Results:  Pharmacokinetic data were available from 18 subjects (5 were in the <2-years and 13 were in the 2- to <6-years group). In addition, SQV and RTV pharmacokinetic parameters were dose normalized to 50 mg/kg and 100 mg, respectively, due to dose differences in each group of patients. Compared to <2-years group, SQV pharmacokinetic exposure was higher (18.9 vs 38.1 µg.h/mL for AUC0-12 h, 2910 vs. 5570 ng/mL for Cmax and 645 vs 1860 ng/mL for Ctrough) and the inter-patient variability was lower (%CV ranged from 83% to 107% vs 48% to 57%) in the 2- to <6-years group. Similar findings were seen for RTV (13.6 vs 21.8 µg.h/mL for AUC0-12 h, 2050 vs 3370 ng/mL for Cmax, and 577 vs 995 ng/mL for Ctrough).

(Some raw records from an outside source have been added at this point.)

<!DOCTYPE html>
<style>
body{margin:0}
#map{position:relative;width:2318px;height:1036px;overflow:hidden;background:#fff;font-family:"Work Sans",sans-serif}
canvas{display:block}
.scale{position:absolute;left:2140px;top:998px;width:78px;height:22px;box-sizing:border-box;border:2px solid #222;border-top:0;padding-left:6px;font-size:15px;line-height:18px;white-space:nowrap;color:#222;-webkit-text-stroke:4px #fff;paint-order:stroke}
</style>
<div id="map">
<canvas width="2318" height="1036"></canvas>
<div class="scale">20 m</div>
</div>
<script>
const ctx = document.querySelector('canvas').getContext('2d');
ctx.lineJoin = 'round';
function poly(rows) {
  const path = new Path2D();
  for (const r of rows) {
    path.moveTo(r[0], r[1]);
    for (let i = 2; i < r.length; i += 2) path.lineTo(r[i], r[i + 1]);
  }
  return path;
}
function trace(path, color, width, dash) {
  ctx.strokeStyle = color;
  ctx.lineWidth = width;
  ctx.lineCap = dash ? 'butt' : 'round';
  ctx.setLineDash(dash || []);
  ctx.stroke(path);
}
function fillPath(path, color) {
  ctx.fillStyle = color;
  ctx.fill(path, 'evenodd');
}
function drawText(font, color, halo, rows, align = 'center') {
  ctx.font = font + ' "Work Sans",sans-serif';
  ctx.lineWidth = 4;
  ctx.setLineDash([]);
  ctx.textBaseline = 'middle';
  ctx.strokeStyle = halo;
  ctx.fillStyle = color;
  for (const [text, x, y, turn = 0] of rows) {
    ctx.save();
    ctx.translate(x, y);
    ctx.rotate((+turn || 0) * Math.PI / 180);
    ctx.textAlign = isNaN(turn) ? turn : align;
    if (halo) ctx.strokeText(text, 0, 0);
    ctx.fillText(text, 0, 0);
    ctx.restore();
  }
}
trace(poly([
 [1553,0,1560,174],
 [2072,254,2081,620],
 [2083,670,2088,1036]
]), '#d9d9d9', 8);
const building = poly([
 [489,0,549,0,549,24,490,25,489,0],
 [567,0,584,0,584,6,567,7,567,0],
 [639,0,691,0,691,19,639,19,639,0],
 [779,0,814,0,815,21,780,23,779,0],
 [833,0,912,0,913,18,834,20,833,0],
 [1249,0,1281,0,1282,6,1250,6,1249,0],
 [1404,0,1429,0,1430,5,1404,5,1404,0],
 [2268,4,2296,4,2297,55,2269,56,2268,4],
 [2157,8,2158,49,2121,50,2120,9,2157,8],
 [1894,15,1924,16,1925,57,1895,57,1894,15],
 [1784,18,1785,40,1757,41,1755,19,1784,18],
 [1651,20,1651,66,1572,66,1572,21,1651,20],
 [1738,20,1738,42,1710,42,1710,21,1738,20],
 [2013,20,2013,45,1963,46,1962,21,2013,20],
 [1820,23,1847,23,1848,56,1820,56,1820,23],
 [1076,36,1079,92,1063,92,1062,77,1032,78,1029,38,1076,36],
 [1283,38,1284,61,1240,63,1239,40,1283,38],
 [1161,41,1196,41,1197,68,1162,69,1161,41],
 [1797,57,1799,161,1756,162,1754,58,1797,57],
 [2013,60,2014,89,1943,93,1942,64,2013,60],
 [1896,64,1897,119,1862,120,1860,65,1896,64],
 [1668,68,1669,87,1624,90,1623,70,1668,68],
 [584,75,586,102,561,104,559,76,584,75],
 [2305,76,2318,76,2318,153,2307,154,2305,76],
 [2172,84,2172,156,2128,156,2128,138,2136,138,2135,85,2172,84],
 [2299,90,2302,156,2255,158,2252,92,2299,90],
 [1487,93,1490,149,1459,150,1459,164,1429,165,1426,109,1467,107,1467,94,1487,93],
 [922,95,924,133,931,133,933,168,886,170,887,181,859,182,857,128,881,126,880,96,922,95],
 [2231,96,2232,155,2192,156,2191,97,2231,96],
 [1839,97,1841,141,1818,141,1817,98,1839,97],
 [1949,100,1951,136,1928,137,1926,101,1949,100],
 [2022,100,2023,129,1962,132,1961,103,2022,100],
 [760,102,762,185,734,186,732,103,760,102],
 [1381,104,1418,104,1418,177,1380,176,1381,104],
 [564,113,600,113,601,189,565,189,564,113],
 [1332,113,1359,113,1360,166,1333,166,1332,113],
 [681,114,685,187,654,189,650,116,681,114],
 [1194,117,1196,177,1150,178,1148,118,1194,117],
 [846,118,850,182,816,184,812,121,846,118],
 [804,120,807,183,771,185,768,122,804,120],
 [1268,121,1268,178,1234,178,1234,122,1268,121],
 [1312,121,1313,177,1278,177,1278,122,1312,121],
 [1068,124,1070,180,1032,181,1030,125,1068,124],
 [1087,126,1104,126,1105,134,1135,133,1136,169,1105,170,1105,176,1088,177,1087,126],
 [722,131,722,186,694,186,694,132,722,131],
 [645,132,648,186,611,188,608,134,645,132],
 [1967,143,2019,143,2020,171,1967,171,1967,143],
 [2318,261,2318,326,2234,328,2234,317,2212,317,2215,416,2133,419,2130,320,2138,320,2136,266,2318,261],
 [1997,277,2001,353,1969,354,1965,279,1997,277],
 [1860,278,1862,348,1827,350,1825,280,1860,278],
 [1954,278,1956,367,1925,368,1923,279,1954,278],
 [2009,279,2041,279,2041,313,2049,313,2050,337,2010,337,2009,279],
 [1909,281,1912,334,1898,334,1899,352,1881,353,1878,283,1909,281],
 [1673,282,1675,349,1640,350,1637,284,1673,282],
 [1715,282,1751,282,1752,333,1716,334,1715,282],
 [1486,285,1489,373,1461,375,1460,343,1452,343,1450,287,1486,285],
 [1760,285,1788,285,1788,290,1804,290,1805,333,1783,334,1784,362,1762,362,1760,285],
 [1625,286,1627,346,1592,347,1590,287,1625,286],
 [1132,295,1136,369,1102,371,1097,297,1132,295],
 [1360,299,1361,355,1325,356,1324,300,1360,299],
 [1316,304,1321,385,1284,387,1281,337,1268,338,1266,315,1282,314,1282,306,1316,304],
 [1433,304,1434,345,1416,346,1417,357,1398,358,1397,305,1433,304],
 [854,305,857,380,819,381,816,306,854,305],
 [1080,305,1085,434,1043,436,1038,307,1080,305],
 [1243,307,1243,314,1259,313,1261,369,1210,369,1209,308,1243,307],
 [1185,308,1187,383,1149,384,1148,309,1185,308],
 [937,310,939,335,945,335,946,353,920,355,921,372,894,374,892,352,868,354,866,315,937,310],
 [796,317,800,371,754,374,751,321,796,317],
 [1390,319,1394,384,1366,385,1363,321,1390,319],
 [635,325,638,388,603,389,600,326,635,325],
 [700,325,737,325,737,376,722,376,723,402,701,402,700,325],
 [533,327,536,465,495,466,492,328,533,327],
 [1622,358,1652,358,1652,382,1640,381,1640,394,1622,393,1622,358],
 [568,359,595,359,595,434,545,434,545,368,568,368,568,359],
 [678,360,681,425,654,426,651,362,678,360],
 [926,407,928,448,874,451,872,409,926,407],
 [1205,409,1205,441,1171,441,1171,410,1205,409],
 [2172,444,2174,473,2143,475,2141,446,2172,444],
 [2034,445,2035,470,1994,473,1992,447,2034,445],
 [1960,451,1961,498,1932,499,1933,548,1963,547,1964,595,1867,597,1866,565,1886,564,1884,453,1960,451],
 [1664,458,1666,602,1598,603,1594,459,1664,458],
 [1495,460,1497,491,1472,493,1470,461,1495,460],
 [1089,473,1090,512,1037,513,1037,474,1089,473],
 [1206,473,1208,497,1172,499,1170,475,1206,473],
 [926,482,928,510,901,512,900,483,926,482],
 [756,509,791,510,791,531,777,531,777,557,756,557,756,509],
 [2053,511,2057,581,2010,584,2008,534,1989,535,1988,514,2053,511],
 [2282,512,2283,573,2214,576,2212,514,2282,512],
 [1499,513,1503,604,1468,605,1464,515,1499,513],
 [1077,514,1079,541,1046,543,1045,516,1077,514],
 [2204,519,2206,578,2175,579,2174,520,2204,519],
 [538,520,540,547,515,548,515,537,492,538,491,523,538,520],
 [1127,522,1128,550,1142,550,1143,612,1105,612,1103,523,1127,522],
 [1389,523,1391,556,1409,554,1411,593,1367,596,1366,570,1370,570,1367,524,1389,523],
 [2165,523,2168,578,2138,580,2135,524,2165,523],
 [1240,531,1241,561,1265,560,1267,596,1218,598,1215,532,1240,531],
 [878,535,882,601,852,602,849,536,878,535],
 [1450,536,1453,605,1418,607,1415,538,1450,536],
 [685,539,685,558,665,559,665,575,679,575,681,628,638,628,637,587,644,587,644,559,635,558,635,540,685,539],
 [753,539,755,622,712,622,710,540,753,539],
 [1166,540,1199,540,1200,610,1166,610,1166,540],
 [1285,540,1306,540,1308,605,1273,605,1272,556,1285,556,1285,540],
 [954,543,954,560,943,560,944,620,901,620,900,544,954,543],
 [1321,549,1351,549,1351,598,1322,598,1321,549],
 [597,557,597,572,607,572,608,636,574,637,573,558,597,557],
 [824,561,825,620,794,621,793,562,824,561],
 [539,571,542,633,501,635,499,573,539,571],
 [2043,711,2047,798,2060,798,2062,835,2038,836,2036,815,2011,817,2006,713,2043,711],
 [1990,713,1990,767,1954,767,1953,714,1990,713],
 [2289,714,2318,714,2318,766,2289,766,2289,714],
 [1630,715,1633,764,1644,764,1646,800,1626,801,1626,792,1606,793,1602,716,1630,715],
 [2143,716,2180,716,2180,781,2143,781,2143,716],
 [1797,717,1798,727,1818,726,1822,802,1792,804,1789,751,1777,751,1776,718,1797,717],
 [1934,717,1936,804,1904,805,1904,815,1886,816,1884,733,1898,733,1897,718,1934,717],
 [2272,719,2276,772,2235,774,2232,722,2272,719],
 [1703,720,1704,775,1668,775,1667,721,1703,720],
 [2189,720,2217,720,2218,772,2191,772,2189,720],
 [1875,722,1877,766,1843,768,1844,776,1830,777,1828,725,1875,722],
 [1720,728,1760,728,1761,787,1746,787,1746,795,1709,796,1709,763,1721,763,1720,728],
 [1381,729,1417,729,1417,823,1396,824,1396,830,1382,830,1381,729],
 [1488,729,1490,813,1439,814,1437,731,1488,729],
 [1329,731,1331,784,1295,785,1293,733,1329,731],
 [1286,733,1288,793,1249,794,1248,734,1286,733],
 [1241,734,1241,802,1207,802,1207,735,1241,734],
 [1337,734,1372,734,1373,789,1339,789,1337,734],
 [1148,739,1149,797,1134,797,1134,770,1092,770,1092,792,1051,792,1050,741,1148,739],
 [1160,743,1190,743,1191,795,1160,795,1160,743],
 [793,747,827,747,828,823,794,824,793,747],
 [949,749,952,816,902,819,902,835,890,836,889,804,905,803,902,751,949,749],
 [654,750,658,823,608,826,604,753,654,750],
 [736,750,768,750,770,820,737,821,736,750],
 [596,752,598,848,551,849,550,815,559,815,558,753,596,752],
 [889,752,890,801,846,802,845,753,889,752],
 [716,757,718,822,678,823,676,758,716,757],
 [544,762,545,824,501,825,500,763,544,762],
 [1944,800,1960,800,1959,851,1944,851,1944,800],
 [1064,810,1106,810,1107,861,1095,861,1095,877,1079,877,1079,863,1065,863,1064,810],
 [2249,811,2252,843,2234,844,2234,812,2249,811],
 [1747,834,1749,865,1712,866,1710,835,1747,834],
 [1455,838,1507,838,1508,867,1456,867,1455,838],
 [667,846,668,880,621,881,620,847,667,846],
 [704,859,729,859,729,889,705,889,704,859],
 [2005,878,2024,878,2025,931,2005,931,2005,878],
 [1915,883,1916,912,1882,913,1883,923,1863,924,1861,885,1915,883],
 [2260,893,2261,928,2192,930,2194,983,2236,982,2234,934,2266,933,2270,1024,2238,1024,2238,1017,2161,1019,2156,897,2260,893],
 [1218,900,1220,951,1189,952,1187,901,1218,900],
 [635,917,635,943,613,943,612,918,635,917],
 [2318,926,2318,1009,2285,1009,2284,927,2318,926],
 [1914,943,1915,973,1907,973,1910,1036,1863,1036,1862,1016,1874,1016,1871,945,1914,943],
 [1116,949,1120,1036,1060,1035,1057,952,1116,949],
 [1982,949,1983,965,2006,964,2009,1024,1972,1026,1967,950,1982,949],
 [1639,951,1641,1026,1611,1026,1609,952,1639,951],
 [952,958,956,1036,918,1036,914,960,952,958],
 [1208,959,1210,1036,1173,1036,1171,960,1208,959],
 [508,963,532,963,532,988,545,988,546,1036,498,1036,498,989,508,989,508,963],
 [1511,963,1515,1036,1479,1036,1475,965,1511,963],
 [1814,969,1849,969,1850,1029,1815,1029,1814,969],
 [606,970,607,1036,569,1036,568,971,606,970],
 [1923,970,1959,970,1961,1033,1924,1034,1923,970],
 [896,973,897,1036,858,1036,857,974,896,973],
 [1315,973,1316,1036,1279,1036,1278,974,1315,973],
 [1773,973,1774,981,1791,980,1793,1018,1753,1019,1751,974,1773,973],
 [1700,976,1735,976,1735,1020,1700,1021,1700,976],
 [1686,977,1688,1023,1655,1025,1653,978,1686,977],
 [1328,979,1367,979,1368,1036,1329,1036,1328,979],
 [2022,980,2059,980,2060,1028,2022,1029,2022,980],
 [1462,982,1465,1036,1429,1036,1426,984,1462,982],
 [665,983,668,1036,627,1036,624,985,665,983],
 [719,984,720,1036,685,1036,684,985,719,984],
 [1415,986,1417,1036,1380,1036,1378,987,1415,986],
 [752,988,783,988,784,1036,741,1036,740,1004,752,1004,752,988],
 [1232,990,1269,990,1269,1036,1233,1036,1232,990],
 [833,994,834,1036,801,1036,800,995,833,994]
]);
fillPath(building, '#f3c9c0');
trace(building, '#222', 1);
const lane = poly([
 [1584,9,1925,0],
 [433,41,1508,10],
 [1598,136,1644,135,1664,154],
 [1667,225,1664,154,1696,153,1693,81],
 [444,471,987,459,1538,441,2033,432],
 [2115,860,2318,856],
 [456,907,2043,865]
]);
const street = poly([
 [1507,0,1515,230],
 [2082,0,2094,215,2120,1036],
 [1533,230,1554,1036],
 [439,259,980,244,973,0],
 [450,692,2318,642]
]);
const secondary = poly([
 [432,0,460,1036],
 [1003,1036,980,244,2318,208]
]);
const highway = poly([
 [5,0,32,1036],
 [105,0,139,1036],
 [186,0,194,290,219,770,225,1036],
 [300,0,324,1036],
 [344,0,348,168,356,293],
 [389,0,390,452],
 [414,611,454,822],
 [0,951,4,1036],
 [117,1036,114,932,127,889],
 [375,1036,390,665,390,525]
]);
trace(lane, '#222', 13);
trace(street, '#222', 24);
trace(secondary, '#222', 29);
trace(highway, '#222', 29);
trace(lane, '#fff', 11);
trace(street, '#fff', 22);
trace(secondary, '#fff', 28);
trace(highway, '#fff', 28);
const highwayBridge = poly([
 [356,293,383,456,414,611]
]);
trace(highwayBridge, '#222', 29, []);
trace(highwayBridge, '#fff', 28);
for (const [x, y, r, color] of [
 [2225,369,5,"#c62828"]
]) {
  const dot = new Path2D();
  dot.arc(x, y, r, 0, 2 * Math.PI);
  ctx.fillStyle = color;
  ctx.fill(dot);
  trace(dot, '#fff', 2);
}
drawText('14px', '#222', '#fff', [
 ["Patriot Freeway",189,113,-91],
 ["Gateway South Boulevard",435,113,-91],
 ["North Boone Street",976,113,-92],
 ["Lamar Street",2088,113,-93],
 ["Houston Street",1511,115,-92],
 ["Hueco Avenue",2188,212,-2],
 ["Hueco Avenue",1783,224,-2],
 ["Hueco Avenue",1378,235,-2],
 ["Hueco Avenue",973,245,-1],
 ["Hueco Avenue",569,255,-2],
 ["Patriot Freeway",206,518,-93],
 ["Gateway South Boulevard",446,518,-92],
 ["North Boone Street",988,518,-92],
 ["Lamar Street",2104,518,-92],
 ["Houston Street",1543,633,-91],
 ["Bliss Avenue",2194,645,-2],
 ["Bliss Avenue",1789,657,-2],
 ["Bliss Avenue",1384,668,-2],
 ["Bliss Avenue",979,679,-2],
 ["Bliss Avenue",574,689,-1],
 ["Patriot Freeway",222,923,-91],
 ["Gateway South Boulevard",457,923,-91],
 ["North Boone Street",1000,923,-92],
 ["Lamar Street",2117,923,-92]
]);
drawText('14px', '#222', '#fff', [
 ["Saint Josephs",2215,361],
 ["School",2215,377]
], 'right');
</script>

The study did not reveal any new or unexpected safety concerns and resulted in acceptable therapeutic effect comparable for both patient groups and appears to be a reasonable approach in achieving adequate pharmacokinetics.

Conclusions:  SQV at a dose of 50 mg/kg boosted with RTV provided the desired pharmacokinetic exposure in group B (2 to <6 years) patients similar to that found in older children (6 to 15 years). Data were insufficient to recommend a SQV dose in group A (4 months to <2 years) patients. SQV at a dose of 50 mg/kg with RTV provides a new protease inhibitor–based treatment option for HIV-infected children aged 2 to 6 years old.